# [ACTIVITY]
An unaltered copy of the listing below is required.

>>>

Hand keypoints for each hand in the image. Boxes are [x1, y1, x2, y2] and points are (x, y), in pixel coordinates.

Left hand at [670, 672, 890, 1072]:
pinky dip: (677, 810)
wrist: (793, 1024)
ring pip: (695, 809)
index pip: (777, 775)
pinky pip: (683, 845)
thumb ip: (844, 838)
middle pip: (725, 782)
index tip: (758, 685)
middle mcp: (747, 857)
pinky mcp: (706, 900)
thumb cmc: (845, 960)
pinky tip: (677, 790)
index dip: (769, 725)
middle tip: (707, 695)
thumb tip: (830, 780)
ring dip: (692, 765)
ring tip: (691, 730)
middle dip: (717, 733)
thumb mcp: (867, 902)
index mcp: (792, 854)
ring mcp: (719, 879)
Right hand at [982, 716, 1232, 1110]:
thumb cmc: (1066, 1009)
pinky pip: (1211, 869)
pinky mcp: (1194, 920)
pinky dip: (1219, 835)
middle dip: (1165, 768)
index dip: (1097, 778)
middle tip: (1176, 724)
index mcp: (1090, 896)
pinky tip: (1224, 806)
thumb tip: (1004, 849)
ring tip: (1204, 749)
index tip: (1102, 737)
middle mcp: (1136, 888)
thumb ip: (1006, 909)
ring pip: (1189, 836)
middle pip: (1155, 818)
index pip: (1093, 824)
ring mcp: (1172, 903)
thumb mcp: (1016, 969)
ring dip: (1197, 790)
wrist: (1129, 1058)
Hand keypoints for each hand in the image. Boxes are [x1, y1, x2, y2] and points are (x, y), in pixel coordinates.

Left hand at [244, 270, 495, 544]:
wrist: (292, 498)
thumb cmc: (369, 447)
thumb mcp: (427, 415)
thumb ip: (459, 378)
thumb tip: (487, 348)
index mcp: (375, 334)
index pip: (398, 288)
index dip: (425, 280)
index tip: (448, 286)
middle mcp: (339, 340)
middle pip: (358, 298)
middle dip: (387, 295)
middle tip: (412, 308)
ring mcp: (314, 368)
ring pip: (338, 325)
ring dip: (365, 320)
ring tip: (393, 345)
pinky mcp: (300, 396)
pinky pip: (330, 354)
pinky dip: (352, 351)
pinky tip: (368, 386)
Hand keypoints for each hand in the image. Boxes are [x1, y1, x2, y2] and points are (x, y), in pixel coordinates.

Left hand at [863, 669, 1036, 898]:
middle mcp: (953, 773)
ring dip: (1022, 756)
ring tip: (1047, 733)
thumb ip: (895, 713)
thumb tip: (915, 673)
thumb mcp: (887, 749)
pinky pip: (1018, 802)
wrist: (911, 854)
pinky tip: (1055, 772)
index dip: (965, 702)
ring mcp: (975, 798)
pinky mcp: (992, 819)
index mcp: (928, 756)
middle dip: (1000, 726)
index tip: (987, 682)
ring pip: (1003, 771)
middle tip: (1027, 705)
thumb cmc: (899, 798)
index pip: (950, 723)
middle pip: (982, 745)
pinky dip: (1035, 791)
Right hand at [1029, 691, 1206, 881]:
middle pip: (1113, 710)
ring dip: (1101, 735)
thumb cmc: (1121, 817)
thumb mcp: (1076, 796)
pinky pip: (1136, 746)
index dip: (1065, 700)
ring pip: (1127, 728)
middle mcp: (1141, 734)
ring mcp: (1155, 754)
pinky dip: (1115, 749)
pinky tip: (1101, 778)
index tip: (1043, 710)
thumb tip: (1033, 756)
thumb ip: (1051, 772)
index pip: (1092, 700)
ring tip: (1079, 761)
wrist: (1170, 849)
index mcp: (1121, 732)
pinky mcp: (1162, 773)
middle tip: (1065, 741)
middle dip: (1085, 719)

<<<

# [TASK OUTPUT]
Hand keypoints for each hand in the image. Boxes are [x1, y1, x2, y2] and points are (x, y), in pixel coordinates.

Left hand at [670, 672, 890, 1072]:
pinky dip: (677, 810)
wrist: (793, 1024)
ring pip: (695, 809)
index pip: (777, 775)
pinky pip: (683, 845)
thumb ip: (844, 838)
middle pip: (725, 782)
index tip: (758, 685)
middle mcp: (747, 857)
pinky mcp: (706, 900)
thumb cmc: (845, 960)
pinky tip: (677, 790)
index dip: (769, 725)
middle tip: (707, 695)
thumb tip: (830, 780)
ring dip: (692, 765)
ring tip: (691, 730)
middle dip: (717, 733)
thumb mcp: (867, 902)
index mcp: (792, 854)
ring mcp: (719, 879)
Right hand at [982, 716, 1232, 1110]:
thumb cmc: (1066, 1009)
pinky pip: (1211, 869)
pinky mcp: (1194, 920)
pinky dip: (1219, 835)
middle dip: (1165, 768)
index dip: (1097, 778)
middle tip: (1176, 724)
index mcp: (1090, 896)
pinky tip: (1224, 806)
thumb tip: (1004, 849)
ring tip: (1204, 749)
index tip: (1102, 737)
middle mcp: (1136, 888)
thumb ip: (1006, 909)
ring pip: (1189, 836)
middle pip: (1155, 818)
index pip: (1093, 824)
ring mcp: (1172, 903)
thumb mcp: (1016, 969)
ring dip: (1197, 790)
wrist: (1129, 1058)
Hand keypoints for each hand in the image. Boxes are [x1, y1, x2, y2] and points are (x, y), in pixel coordinates.

Left hand at [244, 270, 495, 544]:
wrist: (292, 498)
thumb cmc: (369, 447)
thumb mcp: (427, 415)
thumb ip: (459, 378)
thumb tip: (487, 348)
index mcp: (375, 334)
index pip: (398, 288)
index dip: (425, 280)
index tip: (448, 286)
middle mcp: (339, 340)
middle pip: (358, 298)
middle dip: (387, 295)
middle tip: (412, 308)
ring mcp: (314, 368)
ring pip: (338, 325)
ring dip: (365, 320)
ring tip: (393, 345)
pinky mcp: (300, 396)
pinky pip: (330, 354)
pinky dip: (352, 351)
pinky tip: (368, 386)
Hand keypoints for each hand in the image. Boxes are [x1, y1, x2, y2] and points are (x, y), in pixel coordinates.

Left hand at [863, 669, 1036, 898]:
middle mcp: (953, 773)
ring dip: (1022, 756)
ring tip: (1047, 733)
thumb ip: (895, 713)
thumb tip: (915, 673)
thumb mcp: (887, 749)
pinky pip: (1018, 802)
wrist: (911, 854)
pinky tip: (1055, 772)
index dip: (965, 702)
ring mcp: (975, 798)
pinky mcp: (992, 819)
index mcp: (928, 756)
middle dip: (1000, 726)
index tip: (987, 682)
ring pip: (1003, 771)
middle tip: (1027, 705)
thumb cmc: (899, 798)
index pip: (950, 723)
middle pip: (982, 745)
pinky dip: (1035, 791)
Right hand at [1029, 691, 1206, 881]:
middle pip: (1113, 710)
ring dip: (1101, 735)
thumb cmc: (1121, 817)
thumb mcp: (1076, 796)
pinky pip: (1136, 746)
index dip: (1065, 700)
ring pip: (1127, 728)
middle mcp: (1141, 734)
ring mcp: (1155, 754)
pinky dip: (1115, 749)
pinky tip: (1101, 778)
index tip: (1043, 710)
thumb tip: (1033, 756)
thumb ip: (1051, 772)
index pip: (1092, 700)
ring tip: (1079, 761)
wrist: (1170, 849)
index mcp: (1121, 732)
pinky mcp: (1162, 773)
middle tip: (1065, 741)
middle dip: (1085, 719)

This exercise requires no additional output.